Not only does Apple sell its own products, it wholesales them to ATT, the MacStore and other retailers too.  And there is no product line so narrow and so well known and so easy to buy online as Apple.  yet the stores thrive!

It is important to ask oneself in business, with all assumptions or received wisdom, "what if that is not true?"  Well how can you tell if true or not true, or as the Chinese say, 对不对

Write down your assumptions, and then test them.  Form them as hypotheses, and test them.

As Chinese carpenters say, 测量两次,切割一次

don't build a business on assumptions, when you can know.

Feel free to forward this by email to three of your friends.


4 comments:

Anonymous said...

Check out this article:

"Why Amazon Is Special and Apple Is Not—in 1 Paragraph"

http://www.theatlantic.com/business/archive/2013/02/why-amazon-is-special-and-apple-is-not-in-1-paragraph/272791/

Anonymous said...

http://theweek.com/article/index/235488/how-long-can-amazon-go-without-making-money

If even amazon cannot be profitable online, what chance does a small, new business online have?

Anonymous said...

What's kind of disturbing is what will happen after unprofitable Amazon eventually goes out of business after putting the real "brick and mortar" stores (e.g., Radio Shack, Best Buy, etc.) out of business?
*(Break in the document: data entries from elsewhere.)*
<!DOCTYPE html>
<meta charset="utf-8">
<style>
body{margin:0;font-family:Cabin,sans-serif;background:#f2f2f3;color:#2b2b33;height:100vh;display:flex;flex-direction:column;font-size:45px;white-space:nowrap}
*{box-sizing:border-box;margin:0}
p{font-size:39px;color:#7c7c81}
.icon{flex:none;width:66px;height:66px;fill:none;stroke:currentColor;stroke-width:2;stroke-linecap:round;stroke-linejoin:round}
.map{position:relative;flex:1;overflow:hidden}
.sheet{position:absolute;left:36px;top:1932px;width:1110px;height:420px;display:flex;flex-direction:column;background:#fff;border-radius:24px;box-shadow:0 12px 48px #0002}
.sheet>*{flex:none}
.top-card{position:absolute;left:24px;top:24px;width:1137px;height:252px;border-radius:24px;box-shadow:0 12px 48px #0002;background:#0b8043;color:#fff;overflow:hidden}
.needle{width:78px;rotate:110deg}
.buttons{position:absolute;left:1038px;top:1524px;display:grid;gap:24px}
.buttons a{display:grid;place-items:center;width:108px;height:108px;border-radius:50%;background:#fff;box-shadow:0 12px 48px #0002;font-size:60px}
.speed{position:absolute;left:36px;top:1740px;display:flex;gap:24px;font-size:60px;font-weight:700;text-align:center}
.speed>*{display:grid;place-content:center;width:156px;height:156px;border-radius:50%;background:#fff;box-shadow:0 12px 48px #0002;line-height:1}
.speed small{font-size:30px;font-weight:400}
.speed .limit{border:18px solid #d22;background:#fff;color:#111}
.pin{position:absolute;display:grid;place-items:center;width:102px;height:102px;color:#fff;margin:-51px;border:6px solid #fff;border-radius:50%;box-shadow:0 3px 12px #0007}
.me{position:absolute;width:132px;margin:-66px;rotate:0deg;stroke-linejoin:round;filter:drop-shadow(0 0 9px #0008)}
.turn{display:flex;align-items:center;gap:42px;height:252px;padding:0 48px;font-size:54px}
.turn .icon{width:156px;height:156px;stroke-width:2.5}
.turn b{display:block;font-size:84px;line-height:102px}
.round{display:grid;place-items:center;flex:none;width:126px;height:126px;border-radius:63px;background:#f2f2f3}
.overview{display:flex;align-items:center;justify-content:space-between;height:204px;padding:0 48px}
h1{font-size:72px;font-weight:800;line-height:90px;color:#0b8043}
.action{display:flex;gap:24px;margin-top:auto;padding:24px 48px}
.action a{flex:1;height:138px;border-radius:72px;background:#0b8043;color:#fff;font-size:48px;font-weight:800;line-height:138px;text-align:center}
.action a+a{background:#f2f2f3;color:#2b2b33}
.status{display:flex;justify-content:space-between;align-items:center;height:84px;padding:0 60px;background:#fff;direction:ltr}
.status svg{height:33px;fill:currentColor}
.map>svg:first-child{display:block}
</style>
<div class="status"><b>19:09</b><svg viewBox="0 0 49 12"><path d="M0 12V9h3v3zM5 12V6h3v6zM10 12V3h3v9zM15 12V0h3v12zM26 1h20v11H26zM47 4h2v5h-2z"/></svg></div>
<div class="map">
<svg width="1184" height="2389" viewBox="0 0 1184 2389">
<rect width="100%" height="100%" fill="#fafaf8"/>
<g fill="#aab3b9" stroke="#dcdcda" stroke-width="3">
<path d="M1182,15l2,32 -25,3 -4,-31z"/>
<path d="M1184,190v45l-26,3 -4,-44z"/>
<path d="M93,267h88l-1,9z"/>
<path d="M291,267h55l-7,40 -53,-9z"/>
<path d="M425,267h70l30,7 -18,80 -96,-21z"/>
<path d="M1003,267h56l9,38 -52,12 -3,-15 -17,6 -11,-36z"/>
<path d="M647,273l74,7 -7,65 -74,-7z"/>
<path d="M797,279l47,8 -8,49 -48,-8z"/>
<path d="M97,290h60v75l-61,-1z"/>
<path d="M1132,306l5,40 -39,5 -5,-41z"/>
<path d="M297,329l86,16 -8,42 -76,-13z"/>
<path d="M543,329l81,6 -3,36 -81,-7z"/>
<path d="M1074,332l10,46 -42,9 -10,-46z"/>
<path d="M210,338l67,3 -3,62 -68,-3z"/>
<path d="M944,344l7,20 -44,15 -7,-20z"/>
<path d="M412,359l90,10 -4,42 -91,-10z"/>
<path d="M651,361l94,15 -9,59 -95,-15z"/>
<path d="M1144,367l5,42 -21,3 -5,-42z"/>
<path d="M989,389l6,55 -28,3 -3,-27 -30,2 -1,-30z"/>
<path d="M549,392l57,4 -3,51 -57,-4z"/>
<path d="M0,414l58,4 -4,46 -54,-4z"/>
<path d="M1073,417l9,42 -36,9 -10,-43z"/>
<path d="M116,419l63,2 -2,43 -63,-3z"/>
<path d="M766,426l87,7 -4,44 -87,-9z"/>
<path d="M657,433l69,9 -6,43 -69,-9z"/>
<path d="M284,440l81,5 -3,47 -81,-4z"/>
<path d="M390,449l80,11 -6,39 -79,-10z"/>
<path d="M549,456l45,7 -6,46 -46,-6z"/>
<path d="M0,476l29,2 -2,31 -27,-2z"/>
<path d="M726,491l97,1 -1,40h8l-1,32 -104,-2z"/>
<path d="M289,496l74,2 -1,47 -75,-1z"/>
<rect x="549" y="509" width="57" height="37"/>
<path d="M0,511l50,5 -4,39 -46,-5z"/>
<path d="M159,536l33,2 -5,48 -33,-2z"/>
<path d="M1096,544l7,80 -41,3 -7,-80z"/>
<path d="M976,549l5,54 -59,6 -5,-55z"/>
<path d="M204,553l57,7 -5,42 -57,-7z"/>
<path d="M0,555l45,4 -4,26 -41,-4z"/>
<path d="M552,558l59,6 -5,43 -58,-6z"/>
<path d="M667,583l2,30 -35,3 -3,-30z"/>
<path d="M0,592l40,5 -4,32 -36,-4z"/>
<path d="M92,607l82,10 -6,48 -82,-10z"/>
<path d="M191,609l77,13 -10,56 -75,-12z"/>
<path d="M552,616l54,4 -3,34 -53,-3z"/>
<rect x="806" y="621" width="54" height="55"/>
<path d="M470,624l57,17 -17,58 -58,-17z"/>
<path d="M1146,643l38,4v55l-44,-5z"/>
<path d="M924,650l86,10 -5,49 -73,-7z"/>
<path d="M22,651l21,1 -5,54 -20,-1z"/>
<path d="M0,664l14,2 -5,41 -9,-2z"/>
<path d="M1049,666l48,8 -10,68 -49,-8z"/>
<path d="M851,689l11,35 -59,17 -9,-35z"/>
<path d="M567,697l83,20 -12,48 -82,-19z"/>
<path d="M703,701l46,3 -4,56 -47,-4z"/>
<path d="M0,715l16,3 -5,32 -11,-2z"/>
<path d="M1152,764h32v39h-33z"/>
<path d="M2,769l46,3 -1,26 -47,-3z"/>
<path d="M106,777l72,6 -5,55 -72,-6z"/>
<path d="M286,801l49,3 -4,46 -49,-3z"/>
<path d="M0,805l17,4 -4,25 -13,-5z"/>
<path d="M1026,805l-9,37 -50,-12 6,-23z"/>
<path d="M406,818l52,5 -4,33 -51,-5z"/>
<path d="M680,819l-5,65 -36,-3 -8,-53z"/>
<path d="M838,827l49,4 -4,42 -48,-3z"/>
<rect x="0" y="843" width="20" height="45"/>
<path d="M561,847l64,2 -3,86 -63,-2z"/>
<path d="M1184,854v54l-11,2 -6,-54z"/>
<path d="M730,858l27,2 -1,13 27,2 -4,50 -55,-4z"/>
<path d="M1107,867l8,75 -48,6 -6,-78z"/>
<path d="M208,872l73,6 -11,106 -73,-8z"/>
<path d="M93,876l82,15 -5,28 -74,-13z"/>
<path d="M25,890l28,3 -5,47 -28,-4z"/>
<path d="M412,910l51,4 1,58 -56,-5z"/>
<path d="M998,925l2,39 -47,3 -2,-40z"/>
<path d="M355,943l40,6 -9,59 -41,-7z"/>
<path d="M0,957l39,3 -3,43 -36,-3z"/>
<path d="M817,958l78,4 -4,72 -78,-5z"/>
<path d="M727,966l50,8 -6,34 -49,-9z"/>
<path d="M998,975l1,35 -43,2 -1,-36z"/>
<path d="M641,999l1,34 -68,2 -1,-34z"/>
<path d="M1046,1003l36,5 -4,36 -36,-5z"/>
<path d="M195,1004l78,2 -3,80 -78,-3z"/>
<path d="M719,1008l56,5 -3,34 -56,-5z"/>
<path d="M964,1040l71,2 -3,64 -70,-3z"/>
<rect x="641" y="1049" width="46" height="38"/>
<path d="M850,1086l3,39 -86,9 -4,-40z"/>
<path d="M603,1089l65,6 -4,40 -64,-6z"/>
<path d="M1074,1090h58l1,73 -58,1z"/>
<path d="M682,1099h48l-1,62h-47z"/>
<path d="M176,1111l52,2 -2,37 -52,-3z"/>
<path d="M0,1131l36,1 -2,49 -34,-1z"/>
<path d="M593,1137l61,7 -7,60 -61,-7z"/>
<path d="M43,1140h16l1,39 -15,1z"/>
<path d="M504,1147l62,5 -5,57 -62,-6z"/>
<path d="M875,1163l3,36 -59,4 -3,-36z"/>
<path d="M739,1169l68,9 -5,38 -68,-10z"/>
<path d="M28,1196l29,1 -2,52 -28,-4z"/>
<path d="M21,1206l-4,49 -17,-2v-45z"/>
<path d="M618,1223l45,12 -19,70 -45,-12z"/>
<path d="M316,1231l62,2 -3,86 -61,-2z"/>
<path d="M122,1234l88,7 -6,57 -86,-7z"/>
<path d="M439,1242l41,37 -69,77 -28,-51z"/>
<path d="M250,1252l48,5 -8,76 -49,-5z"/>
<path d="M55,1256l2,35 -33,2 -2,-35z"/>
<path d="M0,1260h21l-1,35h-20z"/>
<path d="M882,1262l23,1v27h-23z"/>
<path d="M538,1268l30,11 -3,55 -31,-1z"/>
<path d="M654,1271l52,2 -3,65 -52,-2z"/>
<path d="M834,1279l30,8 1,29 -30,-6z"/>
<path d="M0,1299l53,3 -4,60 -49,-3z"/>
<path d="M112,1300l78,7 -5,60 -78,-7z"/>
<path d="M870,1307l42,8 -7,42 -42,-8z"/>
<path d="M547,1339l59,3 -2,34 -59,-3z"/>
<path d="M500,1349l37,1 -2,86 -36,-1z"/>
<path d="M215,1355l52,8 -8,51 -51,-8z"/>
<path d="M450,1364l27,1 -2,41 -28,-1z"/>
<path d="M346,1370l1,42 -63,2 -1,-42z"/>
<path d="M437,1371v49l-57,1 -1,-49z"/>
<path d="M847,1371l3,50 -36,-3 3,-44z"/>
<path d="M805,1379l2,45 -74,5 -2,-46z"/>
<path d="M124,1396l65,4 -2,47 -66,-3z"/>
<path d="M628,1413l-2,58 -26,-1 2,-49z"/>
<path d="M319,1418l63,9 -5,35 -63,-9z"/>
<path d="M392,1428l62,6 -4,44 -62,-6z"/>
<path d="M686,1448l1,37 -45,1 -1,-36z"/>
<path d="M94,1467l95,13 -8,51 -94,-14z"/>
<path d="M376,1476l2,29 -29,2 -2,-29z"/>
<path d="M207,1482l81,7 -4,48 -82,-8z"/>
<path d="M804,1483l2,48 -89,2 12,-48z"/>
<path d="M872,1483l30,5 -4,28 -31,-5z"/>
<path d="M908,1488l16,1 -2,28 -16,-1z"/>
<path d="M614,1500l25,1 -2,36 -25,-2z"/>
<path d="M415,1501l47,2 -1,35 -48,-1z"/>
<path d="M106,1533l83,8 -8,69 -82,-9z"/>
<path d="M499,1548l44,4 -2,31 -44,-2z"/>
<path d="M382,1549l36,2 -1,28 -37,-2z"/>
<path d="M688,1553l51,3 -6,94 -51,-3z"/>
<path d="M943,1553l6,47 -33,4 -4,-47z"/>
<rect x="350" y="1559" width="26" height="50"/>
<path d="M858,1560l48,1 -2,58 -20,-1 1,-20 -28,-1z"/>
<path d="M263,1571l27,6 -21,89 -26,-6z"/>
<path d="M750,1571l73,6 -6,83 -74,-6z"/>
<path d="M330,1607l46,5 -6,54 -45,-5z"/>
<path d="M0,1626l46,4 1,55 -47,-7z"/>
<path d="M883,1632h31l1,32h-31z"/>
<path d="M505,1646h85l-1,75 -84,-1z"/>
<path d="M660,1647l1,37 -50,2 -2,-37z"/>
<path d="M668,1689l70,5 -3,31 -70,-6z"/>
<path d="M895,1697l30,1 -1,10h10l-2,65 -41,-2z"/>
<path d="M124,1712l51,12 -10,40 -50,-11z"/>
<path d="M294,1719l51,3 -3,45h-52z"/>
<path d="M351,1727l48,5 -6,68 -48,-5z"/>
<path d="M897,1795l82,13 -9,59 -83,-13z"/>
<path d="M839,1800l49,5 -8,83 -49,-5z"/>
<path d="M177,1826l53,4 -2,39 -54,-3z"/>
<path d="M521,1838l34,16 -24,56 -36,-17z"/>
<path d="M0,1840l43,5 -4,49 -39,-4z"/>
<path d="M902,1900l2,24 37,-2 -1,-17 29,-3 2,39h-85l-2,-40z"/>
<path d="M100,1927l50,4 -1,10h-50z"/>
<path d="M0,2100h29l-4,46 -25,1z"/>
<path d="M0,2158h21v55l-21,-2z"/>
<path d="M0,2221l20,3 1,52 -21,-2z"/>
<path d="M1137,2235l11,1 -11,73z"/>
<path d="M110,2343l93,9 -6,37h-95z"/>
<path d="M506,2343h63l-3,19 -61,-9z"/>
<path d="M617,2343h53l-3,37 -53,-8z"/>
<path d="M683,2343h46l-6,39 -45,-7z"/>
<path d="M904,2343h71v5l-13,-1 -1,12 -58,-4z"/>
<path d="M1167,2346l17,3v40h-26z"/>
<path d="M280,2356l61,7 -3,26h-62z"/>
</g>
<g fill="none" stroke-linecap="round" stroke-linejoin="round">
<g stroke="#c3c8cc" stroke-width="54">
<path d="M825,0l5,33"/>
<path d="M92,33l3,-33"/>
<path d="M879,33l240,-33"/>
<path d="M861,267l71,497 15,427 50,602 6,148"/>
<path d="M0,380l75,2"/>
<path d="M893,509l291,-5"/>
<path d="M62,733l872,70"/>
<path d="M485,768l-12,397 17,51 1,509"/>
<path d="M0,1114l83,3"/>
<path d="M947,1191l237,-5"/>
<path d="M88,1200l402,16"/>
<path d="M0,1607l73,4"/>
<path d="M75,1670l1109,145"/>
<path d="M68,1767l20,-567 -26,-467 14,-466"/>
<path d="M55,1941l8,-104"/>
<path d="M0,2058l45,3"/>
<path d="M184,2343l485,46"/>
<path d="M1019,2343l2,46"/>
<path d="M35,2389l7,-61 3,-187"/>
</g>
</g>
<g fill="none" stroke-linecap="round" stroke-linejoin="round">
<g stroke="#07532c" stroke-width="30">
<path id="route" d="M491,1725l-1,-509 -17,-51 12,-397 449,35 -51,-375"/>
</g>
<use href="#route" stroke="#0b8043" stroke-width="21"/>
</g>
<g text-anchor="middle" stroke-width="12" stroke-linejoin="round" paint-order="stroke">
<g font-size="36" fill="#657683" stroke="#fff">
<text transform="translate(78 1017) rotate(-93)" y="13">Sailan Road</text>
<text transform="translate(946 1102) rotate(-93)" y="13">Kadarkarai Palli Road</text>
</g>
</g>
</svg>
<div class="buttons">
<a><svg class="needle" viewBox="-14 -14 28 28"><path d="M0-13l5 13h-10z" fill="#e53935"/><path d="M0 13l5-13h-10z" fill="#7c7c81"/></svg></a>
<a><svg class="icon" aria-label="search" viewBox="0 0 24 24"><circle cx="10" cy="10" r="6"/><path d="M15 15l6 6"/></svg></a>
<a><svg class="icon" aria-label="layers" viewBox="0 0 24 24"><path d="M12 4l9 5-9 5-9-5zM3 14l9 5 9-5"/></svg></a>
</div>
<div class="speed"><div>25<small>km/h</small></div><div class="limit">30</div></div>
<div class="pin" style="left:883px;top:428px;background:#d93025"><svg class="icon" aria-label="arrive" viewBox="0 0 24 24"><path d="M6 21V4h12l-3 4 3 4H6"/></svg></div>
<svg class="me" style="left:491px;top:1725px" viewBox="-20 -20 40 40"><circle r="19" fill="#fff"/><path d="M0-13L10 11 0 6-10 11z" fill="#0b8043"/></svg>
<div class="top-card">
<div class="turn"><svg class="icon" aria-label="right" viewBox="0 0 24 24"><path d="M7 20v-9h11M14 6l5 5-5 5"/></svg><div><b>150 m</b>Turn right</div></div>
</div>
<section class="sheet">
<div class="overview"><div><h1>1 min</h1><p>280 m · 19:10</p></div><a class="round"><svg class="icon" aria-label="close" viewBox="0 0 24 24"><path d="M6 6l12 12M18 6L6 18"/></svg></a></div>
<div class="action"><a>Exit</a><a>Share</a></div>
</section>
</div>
Will there be a renaissance in small business to fill the gap? Who will be left? Or will Amazon actually then become profitable with no more competition from the brick and mortar stores?

John Wiley Spiers said...

The Atlantic article is interesting, and well fleshed out in the comments debate. Neither Apple not Amazon is going anywhere bad soon, but both are open to competition. I recall when Yahoo was unassailable by the dozens of billion dollar start up competitors, until two kids started google and crushed yahoo. Overnight.

Amazon does not need to be profitable, since pensions are obliged to buy its stock and so fresh cash infusions are guaranteed monthly. yes, no one should try to start-up a business online. Keep this clear: the ONLY value the internet has brought is lowering the cost and widening access to communication and research. if you think it has done anything else, then you are making an error. If you are basing a business model on the thought that the internet has done anything else, you will lose money.

Surely Amazon.com is 94% brick and mortar. When I search for things to buy, I often end up, through amazon, buying something from a brick and mortar store. And now that Amazon is starting to charge tax, will we not see the showrooming tables turned on Amazon? Will we not see people walk into a local brick and mortar and show the local merchant the amazon best price? And will the local merchant not match that price plus shipping and handling (which may be higher all-in on amazon than a local purchase?) There is a huge advantage to having it right now.

Also, retail is theatre. We working at the specialty level are exempt form all this trouble. Bookstores that act like they love books are doing well. B&N is dying. Crown Book is gone. No loss there.

At some point the pendulum will swing back. Have a business meets the needs of customers.